Let’s set the context: Simmonds scored 31 goals for the Flyers in the 2016-17 season; at the time, he was still one of the NHL’s best power forwards. He was vital to their power play. He was a respected team leader. He brought edginess and toughness to a team that otherwise lacked it. He was also turning 29 that offseason, and he had two years remaining on a six-year contract that, relative to what he provided the Flyers, made him one of the best bargains in hockey. The contract’s average annual value against the salary cap was just $3.975 million, which meant Simmonds was making less per year than Sean Couturier and Brayden Schenn, each of whom was at least three years younger. And while Simmonds’ contract reportedly had a modified no-trade clause that would have made it challenging for Hextall to move him, it wouldn’t have made it impossible.

Had the Flyers been Stanley Cup contenders, or if they had progressed further in their makeover, it wouldn’t have made sense for them to trade Simmonds. But they had failed to qualify for the playoffs in 2016-17 and had not won a postseason series since 2012, and they had to start asking themselves, if they hadn’t already: When are we going to be ready to compete for a championship, and what will our team look like once we are? They had to weigh whether Simmonds – nearing 30, with so physically demanding a style of play – would remain so valuable to them in the years to come, or whether he would prove more valuable for what he could bring back in a trade before he might begin to decline. Which he has. He scored 24 goals in 75 games last season, playing through several injuries, and he has 16 goals in 62 games this season, including just one in his last 16.

Hextall did not respond to a text message Monday night requesting comment on this subject, but based on his actions as GM that offseason, he apparently considered those broader questions. On June 23, 2017, he traded Schenn to the St. Louis Blues for a package that included a first-round draft pick – a pick that became center Morgan Frost, who is now arguably the best prospect in the Flyers system. On the same day, the New York Rangers acquired the No. 7 overall pick in that year’s draft from the Arizona Coyotes for Derek Stepan, and the Columbus Blue Jackets traded Brandon Saad back to the Chicago Blackhawks in a deal for Artemi Panarin. Neither Stepan nor Saad was as accomplished then as Simmonds was, so it’s reasonable to think that the Flyers might have been offered, and been able to accept, a similar package of players and picks for Simmonds.

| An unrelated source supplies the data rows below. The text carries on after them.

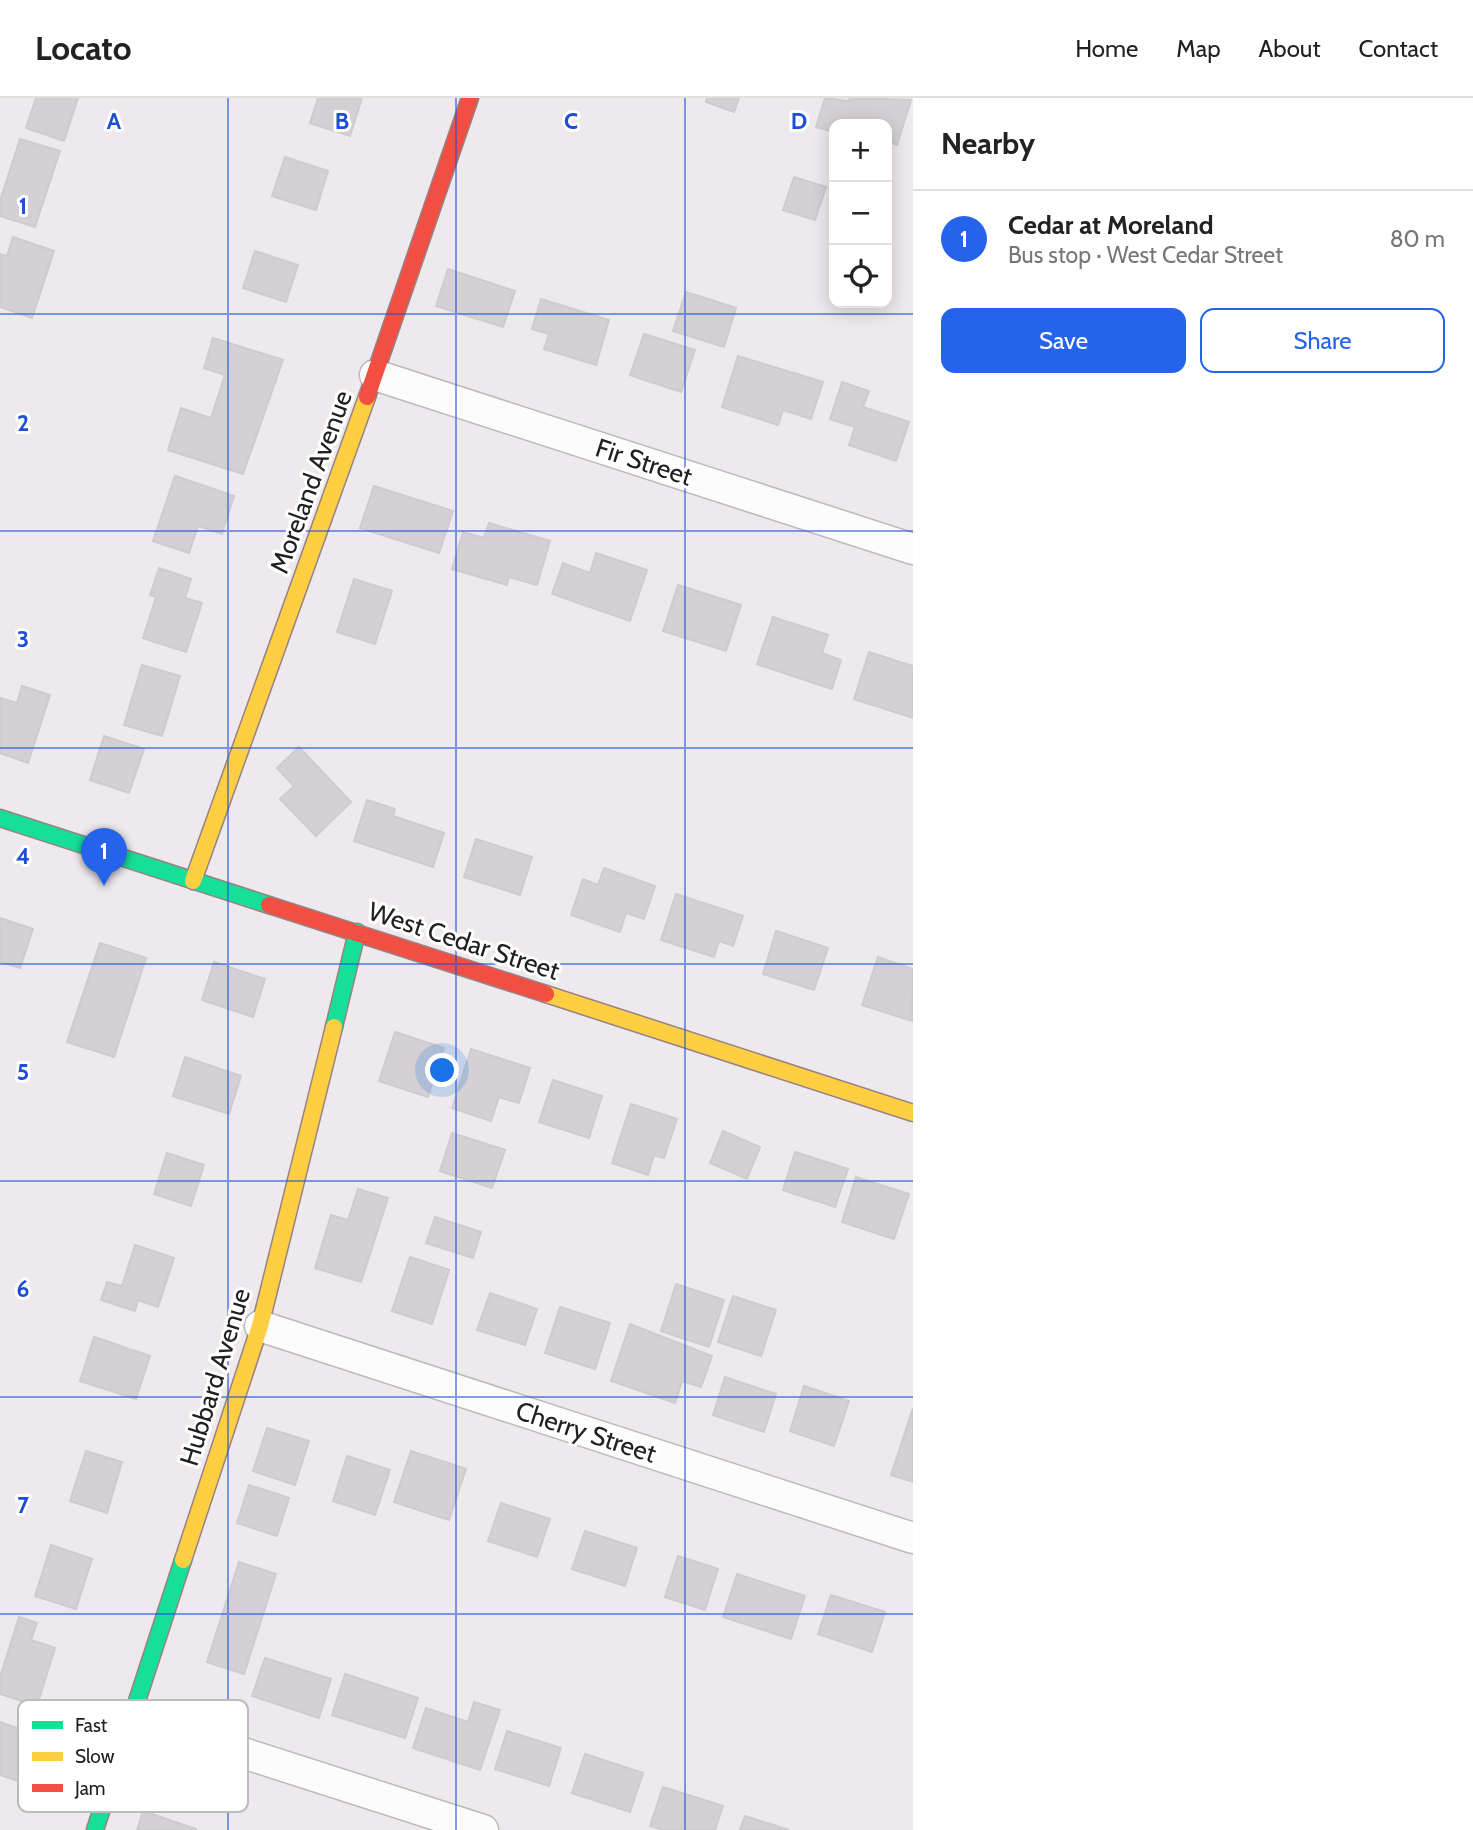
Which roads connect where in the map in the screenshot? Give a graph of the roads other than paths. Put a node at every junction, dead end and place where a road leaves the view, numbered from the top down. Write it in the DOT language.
graph roads {
  1 [pos="470,98"];
  2 [pos="375,375"];
  3 [pos="913,549"];
  4 [pos="0,818"];
  5 [pos="193,881"];
  6 [pos="357,932"];
  7 [pos="913,1113"];
  8 [pos="260,1326"];
  9 [pos="913,1538"];
  10 [pos="137,1700"];
  11 [pos="248,1755"];
  12 [pos="101,1812"];
  13 [pos="95,1830"];
  14 [pos="483,1830"];
  1 -- 2 [label="street, Moreland Avenue"];
  2 -- 3 [label="street, Fir Street"];
  2 -- 5 [label="street, Moreland Avenue"];
  4 -- 5 [label="street, West Cedar Street"];
  5 -- 6 [label="street, West Cedar Street"];
  6 -- 7 [label="street, West Cedar Street"];
  6 -- 8 [label="street, Hubbard Avenue"];
  8 -- 9 [label="street, Cherry Street"];
  8 -- 10 [label="street, Hubbard Avenue"];
  11 -- 14 [label="street"];
  12 -- 13 [label="street, Hubbard Avenue"];
}
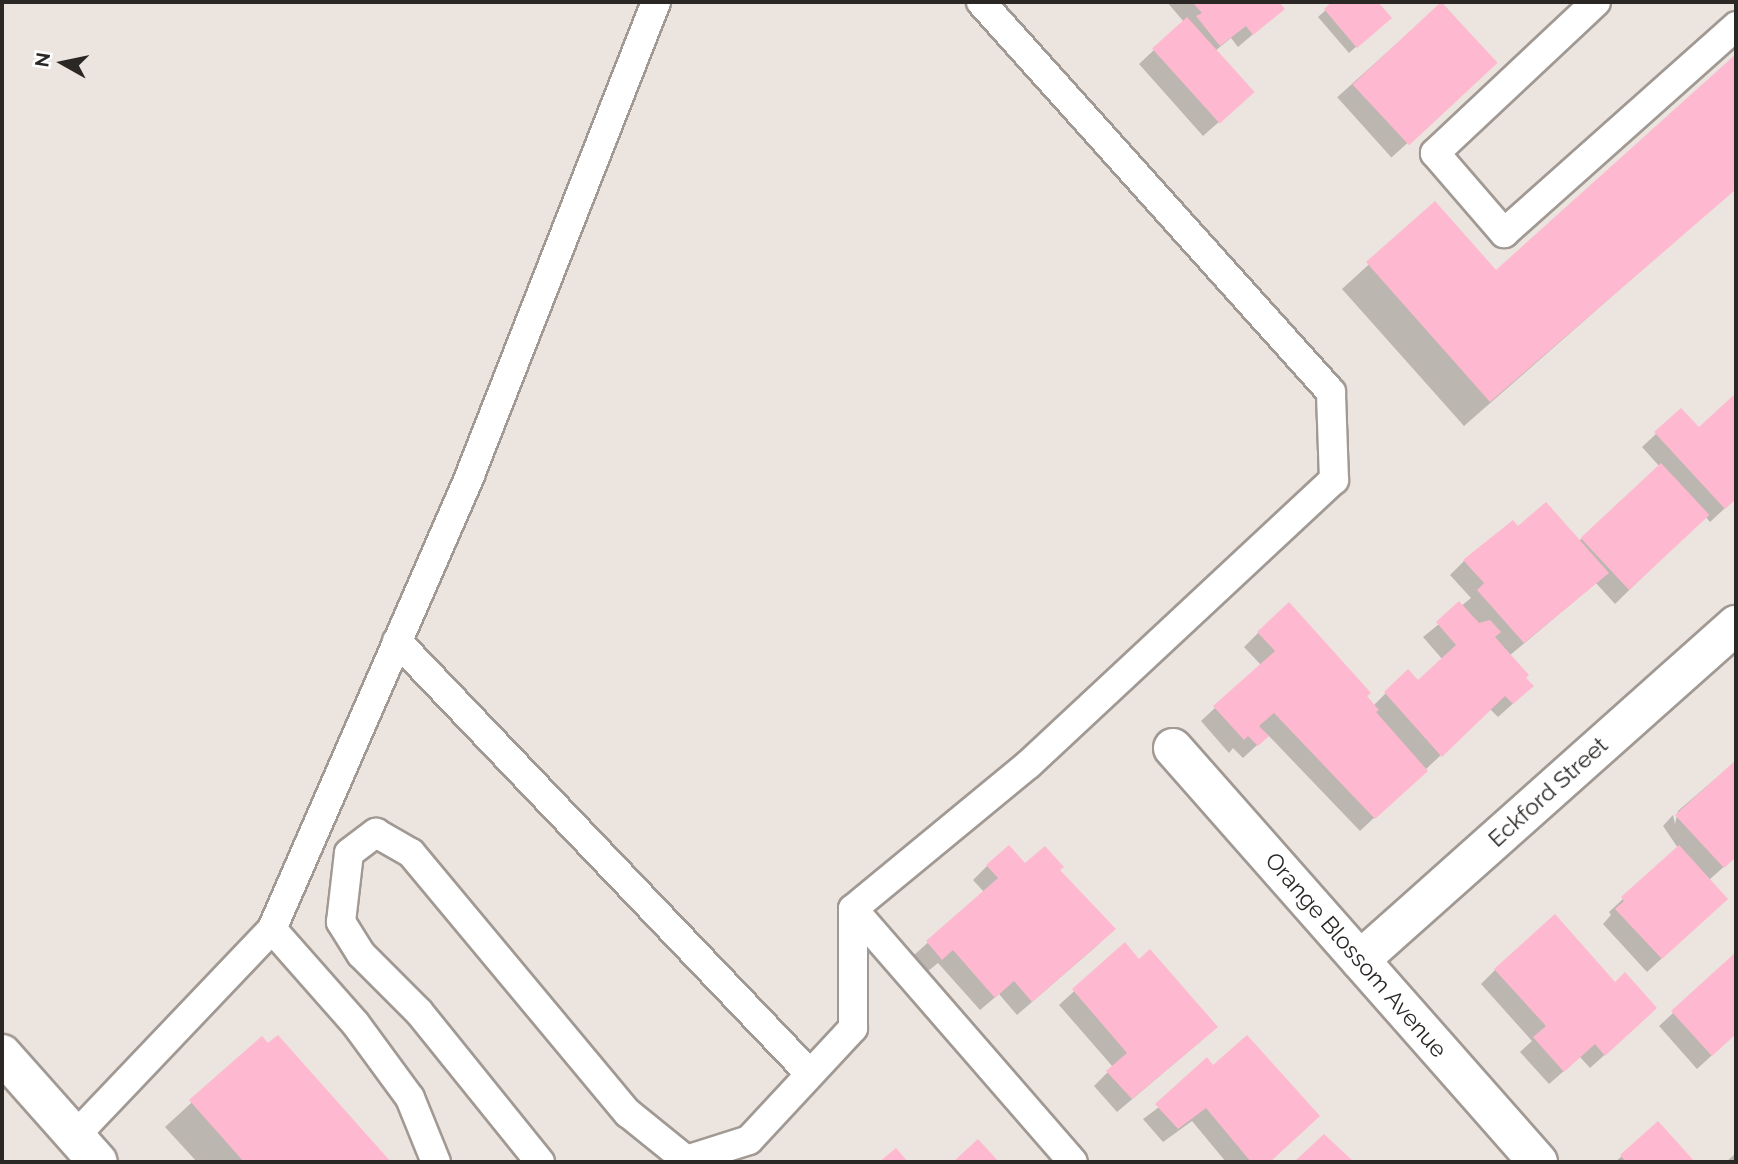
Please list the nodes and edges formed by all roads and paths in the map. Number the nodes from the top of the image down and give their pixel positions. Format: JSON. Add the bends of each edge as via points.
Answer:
{"nodes":[{"id":1,"x":656,"y":2,"type":"edge"},
{"id":2,"x":981,"y":2,"type":"edge"},
{"id":3,"x":1596,"y":2,"type":"edge"},
{"id":4,"x":1736,"y":26,"type":"edge"},
{"id":5,"x":1736,"y":625,"type":"edge"},
{"id":6,"x":397,"y":641,"type":"junction"},
{"id":7,"x":1173,"y":748,"type":"dead end"},
{"id":8,"x":853,"y":909,"type":"junction"},
{"id":9,"x":272,"y":929,"type":"junction"},
{"id":10,"x":1360,"y":960,"type":"junction"},
{"id":11,"x":2,"y":1055,"type":"edge"},
{"id":12,"x":810,"y":1074,"type":"junction"},
{"id":13,"x":87,"y":1149,"type":"edge"},
{"id":14,"x":436,"y":1162,"type":"edge"},
{"id":15,"x":540,"y":1162,"type":"edge"},
{"id":16,"x":1073,"y":1162,"type":"edge"},
{"id":17,"x":1538,"y":1162,"type":"edge"}],
"edges":[{"from":1,"to":6,"type":"lane","via":[[470,475]]},
{"from":2,"to":8,"type":"lane","via":[[1331,392],[1334,480],[1029,764]]},
{"from":3,"to":4,"type":"lane","via":[[1435,153],[1504,233]]},
{"from":5,"to":10,"type":"street","name":"Eckford Street"},
{"from":6,"to":9,"type":"lane"},
{"from":6,"to":12,"type":"lane"},
{"from":7,"to":10,"type":"street","name":"Orange Blossom Avenue"},
{"from":8,"to":12,"type":"lane","via":[[853,1028]]},
{"from":8,"to":16,"type":"lane"},
{"from":9,"to":13,"type":"lane"},
{"from":9,"to":14,"type":"lane","via":[[355,1024],[410,1098]]},
{"from":10,"to":17,"type":"street","name":"Orange Blossom Avenue"},
{"from":11,"to":13,"type":"street"},
{"from":12,"to":15,"type":"lane","via":[[749,1140],[686,1160],[628,1113],[411,853],[376,834],[349,853],[341,922],[361,954],[419,1012]]}]}
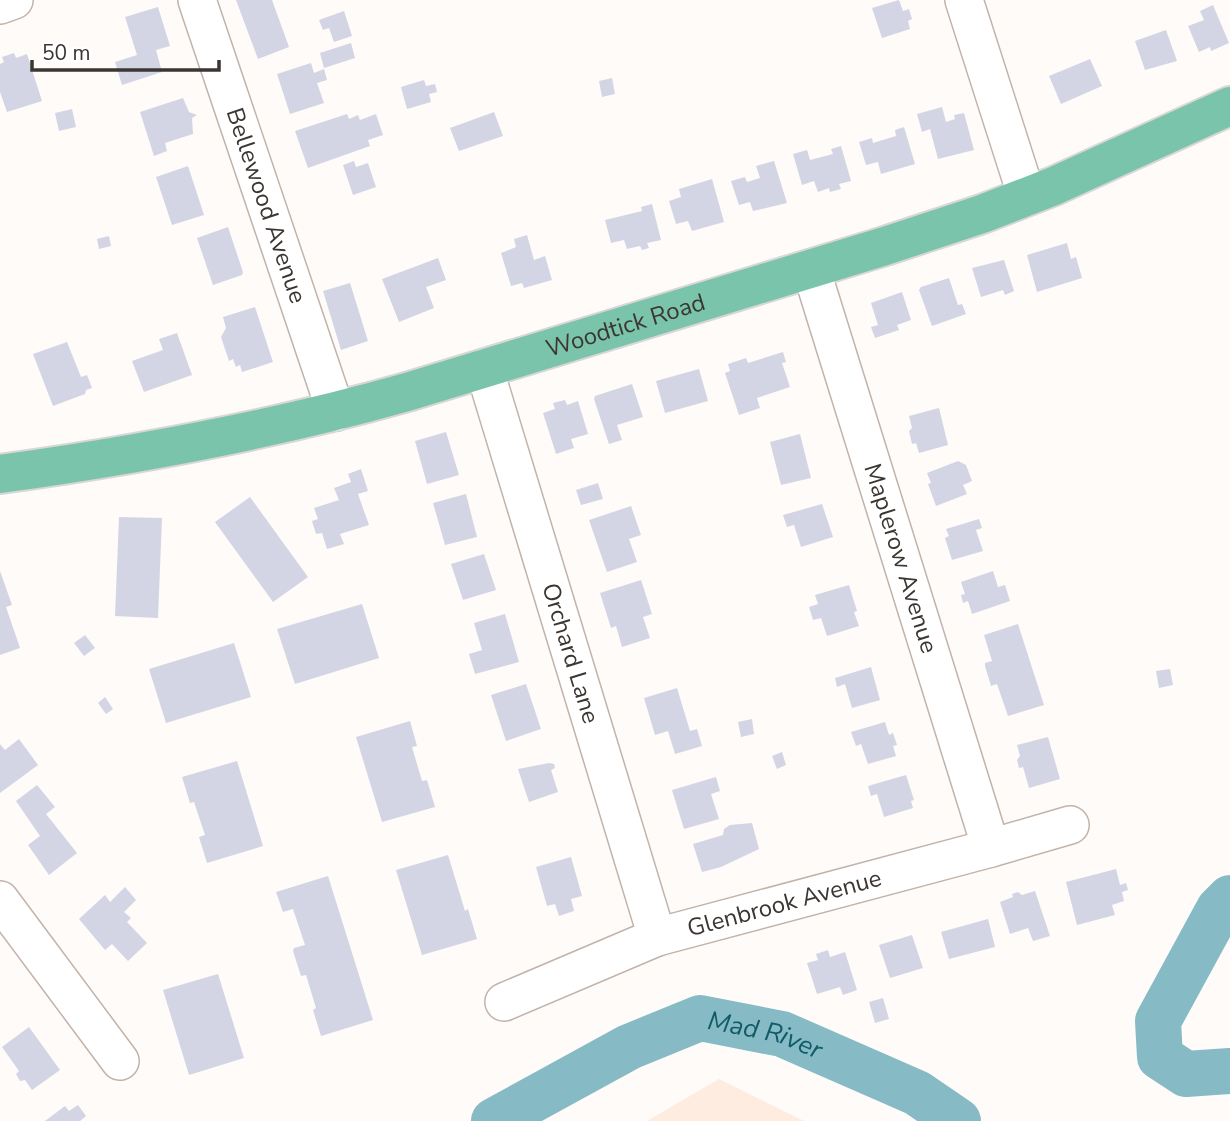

Perhaps trading Simmonds would have been too bold or too impulsive for Hextall, who was famously methodical in his decision-making. And it’s a safe bet that neither the Flyers’ businesspeople nor their fans, many of whom already were growing impatient with the lengthy rebuild, would have … let’s say … reacted positively to the departure of so popular a player. Such are the difficult choices that can make or break a franchise’s fortunes, though. A quick postseason exit last year, a playoff berth unlikely this year, and Wayne Simmonds ended up leaving anyway, for less than he had once been worth, amid hugs and handshakes nearly two years too late.